Lorsque l'entrée des troupes françaises et anglaises en Belgique a été connue, la minute a été émouvante ; les seules raisons d'espoir  p289 sont dans l'armée, à qui, depuis des années, on témoigne une grande confiance. (Une ombre au tableau : les faiblesses de l'aviation.) Des bruits courent, on dit que les Allemands ont atteint tel ou tel point, mais aucune confirmation n'est arrivée. On sait seulement que de grands avions de transport sont arrivés par dizaines et ont débarqué des troupes allemandes aux environs de la Haye. Les gouvernements hollandais et belge ont refusé d'abdiquer devant l'ultimatum nazi, et la grande-duchesse Charlotte a quitté le Luxembourg.

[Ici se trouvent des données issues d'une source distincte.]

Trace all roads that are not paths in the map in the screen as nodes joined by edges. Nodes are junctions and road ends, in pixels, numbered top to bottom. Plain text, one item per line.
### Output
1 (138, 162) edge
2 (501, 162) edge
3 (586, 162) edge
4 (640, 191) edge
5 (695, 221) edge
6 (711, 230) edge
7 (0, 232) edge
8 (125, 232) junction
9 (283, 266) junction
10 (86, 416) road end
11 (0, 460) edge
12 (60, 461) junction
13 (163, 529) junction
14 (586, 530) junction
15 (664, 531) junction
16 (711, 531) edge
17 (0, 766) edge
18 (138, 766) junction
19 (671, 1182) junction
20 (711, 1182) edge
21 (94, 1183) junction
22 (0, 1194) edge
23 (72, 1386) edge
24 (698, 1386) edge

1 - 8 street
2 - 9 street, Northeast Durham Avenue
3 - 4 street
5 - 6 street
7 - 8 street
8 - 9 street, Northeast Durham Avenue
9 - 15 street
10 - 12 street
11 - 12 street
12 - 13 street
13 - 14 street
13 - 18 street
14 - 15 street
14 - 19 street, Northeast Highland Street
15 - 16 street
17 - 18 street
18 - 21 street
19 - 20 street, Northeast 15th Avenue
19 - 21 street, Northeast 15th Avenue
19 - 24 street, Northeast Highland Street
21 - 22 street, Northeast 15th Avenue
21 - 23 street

Reynaud a profité de l'occasion pour faire la paix avec la droite, et a prié Louis Marin et Ybarnégaray de devenir ministres d'Etat, ce qu'ils n'ont pu refuser. A Londres on est en pleine crise, Chamberlain s'en va, et l'on annonce, enfin, l'arrivée de Churchill au pouvoir. Gamelin se trouve « consolidé » par Hitler, (comme Reynaud le fut le neuf avril), et il a lancé aux troupes un ordre du jour où il rappelle qu'il avait prévu depuis le début de la guerre l'offensive d'aujourd'hui. Au G. Q. G., bureau des opérations, on est très préoccupé par le fait que la collaboration avec l'armée belge et l'armée hollandaise va devoir s'improviser à peu près complètement.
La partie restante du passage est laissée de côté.